From the Spring 2014 issue of Markings: Your Archives eNewsletter
In mid-1938 Hank P. , Bill W.’s business partner, met with Janet Blair (nonalcoholic), an editor he knew from Peekskill, New York. In November 1938, Hank wrote to Janet about Bill’s progress, revealing that Bill should be finished with the writing by December 19, 1938. Meanwhile, another editor, Tom Uzzell (also a nonalcoholic) who was a member of the New York University faculty, was contacted to work on the format.
According to Bill, Tom Uzzell “sharpened up the English but didn’t change much of anything excepting to take my story out of the story section where it had been the number one story and insisted on using it to open the book. What is now Chapter 2; I had intended to be Chapter 1.” This quote is significant because it reveals to us that in the early manuscript, Bill’s story appeared in the “Personal Stories” section and it was Tom Uzzell who moved “Bill’s Story” to Chapter 1.
By February 6, 1939, Mrs. Blair had mailed Chapters 1 and 2 to Hank, with the other chapters to follow. Excerpts from her letter note that her suggested amendments to Chapter 1: “Mr. P. , may I say a word about the continuity? It bothers me a little. Chapter 1, is Bill’s story. Right? Bill’s story includes a description of the terrible dilemma in which he was when his friend came to him; it includes what the doctors thought; it includes a brief account of the fellowship. It tells of the solution.
“When I started Chapter 2, I thought from the first line I was beginning the story of another man, as the first page is just that. On page 2, you leave him, and go on to tell of the fellowship and alcoholics in general. On page 8, you return to the man, and for about a page tell us more about him; the rest of the chapter is general. In Chapter 2, you never mention Bill or his friend, although the ‘solution,’ as you call Chapter 2, is given in Chapter 1.
“I’m not suggesting a change. Maybe I am the one who is befogged; but I am supposed to represent a reader, and I felt I should tell you this. At this moment, it seems to me it would have been smoother, to start Chapter 2 on page 2, ‘We, of Alcoholics Anonymous, know one hundred men who were once just as hopeless as Bill,” and so on.’

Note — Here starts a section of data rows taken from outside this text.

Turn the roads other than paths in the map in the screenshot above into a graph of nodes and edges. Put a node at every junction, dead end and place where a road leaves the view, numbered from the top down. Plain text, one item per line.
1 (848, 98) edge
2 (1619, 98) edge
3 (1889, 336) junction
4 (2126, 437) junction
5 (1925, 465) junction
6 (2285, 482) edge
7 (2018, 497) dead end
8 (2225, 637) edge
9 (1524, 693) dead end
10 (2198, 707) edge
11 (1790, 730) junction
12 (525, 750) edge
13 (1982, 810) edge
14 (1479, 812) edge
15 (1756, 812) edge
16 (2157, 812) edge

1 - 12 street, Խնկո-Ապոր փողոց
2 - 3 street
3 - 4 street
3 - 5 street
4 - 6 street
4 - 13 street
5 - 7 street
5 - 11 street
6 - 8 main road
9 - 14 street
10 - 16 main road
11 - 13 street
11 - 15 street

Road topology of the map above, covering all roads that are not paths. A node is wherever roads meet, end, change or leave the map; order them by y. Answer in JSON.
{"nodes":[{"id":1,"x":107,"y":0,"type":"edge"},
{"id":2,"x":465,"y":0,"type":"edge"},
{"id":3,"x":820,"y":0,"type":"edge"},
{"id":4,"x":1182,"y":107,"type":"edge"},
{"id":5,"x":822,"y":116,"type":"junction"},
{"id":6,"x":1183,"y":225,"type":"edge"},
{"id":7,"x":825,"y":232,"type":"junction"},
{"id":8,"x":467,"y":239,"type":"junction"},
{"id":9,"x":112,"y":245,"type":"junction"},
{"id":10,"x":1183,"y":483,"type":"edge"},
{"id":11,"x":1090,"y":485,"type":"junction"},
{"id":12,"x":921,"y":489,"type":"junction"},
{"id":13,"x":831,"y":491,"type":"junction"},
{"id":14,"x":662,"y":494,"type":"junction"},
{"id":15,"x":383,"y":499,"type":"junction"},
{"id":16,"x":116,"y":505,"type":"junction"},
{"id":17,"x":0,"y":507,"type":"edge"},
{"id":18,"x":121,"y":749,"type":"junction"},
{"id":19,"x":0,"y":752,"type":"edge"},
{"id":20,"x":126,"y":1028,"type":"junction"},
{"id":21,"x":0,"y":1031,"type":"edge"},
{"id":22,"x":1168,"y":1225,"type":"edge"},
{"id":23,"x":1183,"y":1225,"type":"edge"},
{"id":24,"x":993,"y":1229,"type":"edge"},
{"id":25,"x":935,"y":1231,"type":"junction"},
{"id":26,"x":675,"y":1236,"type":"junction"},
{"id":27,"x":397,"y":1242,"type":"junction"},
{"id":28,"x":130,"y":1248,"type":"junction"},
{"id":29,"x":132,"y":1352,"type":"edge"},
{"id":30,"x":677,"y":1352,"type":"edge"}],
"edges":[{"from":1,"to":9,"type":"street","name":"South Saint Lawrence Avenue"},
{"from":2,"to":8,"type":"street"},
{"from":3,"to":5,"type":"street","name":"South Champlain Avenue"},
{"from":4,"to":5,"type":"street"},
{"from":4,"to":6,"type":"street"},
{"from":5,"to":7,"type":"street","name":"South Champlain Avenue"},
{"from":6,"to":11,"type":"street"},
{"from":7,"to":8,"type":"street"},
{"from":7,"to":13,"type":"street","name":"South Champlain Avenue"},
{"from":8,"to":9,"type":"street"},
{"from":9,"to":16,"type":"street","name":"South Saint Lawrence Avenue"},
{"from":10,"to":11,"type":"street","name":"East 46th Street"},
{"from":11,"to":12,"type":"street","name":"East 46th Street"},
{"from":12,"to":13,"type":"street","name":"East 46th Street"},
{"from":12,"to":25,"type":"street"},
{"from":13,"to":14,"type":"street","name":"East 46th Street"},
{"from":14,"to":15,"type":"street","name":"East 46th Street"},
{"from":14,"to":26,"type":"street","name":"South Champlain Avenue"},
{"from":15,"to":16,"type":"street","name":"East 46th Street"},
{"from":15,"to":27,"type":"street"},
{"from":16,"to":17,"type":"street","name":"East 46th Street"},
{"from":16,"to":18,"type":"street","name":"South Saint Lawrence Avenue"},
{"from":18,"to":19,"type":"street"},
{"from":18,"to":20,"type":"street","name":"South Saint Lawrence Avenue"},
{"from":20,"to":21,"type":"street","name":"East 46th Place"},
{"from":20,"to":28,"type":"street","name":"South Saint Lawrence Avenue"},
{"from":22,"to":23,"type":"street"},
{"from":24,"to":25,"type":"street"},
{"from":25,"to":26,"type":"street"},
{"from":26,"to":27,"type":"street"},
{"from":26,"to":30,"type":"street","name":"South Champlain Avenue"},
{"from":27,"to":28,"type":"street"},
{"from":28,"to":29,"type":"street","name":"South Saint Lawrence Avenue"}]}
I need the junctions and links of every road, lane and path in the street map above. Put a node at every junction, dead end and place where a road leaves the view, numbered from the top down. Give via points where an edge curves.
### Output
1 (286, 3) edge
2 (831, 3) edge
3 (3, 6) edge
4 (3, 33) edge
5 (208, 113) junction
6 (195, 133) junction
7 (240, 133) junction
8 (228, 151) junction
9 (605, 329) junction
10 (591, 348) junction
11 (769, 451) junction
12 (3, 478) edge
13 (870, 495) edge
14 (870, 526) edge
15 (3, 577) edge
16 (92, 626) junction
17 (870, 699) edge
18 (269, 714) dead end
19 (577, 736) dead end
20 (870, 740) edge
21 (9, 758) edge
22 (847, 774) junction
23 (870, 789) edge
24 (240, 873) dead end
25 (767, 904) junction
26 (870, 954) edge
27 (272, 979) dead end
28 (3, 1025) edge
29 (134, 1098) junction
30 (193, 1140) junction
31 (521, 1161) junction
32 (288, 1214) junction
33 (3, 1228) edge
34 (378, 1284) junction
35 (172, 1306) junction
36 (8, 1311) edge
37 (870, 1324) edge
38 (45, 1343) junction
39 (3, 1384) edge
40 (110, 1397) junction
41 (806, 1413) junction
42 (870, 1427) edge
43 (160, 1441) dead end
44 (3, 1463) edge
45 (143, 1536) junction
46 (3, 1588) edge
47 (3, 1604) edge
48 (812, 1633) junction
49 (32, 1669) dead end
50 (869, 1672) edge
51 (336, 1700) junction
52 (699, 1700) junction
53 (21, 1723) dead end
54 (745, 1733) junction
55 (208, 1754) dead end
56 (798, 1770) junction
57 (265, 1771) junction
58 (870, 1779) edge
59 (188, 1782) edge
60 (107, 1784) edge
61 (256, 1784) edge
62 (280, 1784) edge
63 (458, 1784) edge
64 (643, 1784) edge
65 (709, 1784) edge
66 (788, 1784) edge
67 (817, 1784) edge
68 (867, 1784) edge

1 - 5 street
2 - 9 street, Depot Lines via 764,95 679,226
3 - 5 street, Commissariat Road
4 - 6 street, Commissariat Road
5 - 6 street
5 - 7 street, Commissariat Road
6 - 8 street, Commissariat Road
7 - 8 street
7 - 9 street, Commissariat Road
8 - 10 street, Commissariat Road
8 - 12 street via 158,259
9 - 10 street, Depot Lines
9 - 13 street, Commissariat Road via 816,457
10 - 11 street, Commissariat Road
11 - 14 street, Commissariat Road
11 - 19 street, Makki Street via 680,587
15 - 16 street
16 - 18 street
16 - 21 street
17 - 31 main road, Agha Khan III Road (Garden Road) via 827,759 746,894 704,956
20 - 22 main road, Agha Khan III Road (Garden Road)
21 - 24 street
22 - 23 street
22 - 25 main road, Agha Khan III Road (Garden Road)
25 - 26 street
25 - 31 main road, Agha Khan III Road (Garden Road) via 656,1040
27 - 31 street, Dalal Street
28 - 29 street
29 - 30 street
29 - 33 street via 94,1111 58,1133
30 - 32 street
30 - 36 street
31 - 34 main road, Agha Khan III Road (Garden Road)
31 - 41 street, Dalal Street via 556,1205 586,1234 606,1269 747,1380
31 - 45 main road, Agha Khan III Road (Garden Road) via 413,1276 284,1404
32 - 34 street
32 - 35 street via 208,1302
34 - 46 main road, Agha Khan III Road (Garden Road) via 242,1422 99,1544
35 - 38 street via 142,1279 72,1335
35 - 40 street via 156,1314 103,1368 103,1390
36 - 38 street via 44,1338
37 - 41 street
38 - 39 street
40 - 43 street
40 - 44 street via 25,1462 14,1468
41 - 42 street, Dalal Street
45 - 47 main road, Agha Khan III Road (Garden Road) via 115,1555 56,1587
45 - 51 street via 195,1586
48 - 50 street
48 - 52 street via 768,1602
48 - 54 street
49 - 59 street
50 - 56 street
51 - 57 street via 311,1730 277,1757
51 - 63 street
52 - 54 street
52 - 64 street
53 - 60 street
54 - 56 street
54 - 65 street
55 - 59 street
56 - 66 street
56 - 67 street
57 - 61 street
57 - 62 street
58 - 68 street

Bill W. replied on February 8th, thanking Mrs. Blair for having “the perception to understand what it is I want to say and the ability to say it so well. You have certainly cleared up our manuscript.”
The editing of the manuscript was likely completed by the end of February 1939; the first printings of the First Edition was completed by April 10, 1939.
On April 21, Hank wrote to Janet Blair enclosing a signed First Edition of Alcoholics Anonymous, in grateful appreciation of her work.